• **WORK REQUEST**:
Read each of the lines below and tally those with "adjacency"; the tally is the whole answer.

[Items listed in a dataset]

=== Section Start ===

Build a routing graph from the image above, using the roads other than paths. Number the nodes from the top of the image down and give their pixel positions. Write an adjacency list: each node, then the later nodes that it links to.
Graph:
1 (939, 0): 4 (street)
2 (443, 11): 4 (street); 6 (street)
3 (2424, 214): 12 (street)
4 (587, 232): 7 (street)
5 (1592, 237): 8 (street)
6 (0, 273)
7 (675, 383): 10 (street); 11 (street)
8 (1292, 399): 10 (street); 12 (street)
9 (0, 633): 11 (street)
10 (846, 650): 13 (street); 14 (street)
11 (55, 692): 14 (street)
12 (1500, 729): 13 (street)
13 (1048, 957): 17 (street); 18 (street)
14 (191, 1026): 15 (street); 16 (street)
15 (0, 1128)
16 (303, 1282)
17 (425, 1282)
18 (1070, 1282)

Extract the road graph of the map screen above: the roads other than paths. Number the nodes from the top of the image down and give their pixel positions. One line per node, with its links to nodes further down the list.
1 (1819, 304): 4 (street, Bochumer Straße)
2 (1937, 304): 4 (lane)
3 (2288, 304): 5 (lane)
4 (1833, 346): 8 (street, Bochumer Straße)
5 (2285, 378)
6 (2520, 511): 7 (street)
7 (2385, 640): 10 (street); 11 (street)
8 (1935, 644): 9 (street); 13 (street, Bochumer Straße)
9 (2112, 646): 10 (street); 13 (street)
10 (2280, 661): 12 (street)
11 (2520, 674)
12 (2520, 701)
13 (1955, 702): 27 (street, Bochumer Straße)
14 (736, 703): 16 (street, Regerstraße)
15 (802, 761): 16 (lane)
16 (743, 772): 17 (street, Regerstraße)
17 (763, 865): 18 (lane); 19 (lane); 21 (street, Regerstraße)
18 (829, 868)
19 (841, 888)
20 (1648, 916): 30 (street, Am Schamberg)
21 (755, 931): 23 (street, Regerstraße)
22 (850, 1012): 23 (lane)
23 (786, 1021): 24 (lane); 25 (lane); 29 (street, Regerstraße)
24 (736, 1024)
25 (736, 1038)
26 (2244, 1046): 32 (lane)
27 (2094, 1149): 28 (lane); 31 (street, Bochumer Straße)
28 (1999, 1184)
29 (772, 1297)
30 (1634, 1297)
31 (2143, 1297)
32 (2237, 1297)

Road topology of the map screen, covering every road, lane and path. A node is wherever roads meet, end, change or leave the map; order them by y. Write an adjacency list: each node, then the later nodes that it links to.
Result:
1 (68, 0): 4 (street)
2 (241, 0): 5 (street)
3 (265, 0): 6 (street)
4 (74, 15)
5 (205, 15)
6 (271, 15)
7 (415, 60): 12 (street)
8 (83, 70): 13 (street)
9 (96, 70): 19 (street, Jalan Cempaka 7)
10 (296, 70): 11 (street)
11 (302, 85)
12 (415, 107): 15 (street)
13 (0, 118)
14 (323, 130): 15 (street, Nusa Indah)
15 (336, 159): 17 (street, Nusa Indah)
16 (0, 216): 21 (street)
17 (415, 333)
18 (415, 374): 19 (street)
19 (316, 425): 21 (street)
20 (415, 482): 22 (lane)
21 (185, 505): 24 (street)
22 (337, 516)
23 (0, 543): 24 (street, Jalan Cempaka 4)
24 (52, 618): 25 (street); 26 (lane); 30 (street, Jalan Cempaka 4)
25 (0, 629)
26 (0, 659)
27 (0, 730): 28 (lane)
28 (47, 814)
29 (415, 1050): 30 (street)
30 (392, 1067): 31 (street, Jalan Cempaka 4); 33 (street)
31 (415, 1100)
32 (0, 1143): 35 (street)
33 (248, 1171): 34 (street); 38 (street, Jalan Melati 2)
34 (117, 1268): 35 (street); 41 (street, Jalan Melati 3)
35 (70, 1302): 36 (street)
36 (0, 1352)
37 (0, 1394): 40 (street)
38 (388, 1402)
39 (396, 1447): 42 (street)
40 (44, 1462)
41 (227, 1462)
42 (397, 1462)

=== Section End ===

• **YOUR RESPONSE**:
2